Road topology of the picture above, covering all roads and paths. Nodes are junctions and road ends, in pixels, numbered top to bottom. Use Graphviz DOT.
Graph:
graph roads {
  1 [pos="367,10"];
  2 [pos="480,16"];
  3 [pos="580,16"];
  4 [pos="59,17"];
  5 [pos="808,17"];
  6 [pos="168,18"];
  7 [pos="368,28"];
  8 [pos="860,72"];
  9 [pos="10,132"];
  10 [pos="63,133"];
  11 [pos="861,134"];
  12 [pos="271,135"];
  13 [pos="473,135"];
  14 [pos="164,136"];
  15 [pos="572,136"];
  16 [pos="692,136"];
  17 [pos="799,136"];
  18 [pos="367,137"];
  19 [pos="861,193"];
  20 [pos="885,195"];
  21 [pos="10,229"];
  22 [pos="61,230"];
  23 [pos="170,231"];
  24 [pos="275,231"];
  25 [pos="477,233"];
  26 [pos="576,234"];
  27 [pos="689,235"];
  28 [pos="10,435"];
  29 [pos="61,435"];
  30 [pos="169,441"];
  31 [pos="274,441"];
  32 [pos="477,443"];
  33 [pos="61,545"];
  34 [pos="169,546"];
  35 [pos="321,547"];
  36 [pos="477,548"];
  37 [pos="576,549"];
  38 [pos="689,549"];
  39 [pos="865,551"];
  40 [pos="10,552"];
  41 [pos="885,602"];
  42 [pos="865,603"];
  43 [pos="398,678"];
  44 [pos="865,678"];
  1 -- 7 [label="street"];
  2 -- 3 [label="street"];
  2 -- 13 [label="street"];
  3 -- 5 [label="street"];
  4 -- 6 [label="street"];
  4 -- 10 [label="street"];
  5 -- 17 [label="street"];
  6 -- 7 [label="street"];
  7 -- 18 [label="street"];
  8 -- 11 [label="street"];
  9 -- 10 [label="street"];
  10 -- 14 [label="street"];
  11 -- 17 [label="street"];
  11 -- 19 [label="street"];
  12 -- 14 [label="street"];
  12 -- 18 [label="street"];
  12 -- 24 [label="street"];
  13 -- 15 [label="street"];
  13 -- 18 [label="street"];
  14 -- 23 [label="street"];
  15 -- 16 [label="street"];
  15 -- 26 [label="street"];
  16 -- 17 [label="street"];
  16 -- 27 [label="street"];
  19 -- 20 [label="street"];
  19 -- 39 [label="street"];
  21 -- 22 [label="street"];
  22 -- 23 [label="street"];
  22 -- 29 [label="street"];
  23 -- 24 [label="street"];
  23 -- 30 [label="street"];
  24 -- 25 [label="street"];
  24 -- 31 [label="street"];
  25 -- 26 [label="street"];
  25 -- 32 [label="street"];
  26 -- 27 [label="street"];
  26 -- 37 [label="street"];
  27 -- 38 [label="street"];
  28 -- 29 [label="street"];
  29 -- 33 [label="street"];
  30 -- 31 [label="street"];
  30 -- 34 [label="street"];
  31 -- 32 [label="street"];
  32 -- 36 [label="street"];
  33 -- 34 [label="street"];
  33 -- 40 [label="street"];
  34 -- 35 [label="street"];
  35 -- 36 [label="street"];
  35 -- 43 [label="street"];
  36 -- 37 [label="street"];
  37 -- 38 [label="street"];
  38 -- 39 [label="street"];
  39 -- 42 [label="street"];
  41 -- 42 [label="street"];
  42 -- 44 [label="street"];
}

※

• Exercise instructions: Report the number of lines in the entries above that include the string "roads". Give nothing but the number.

• Task output: 2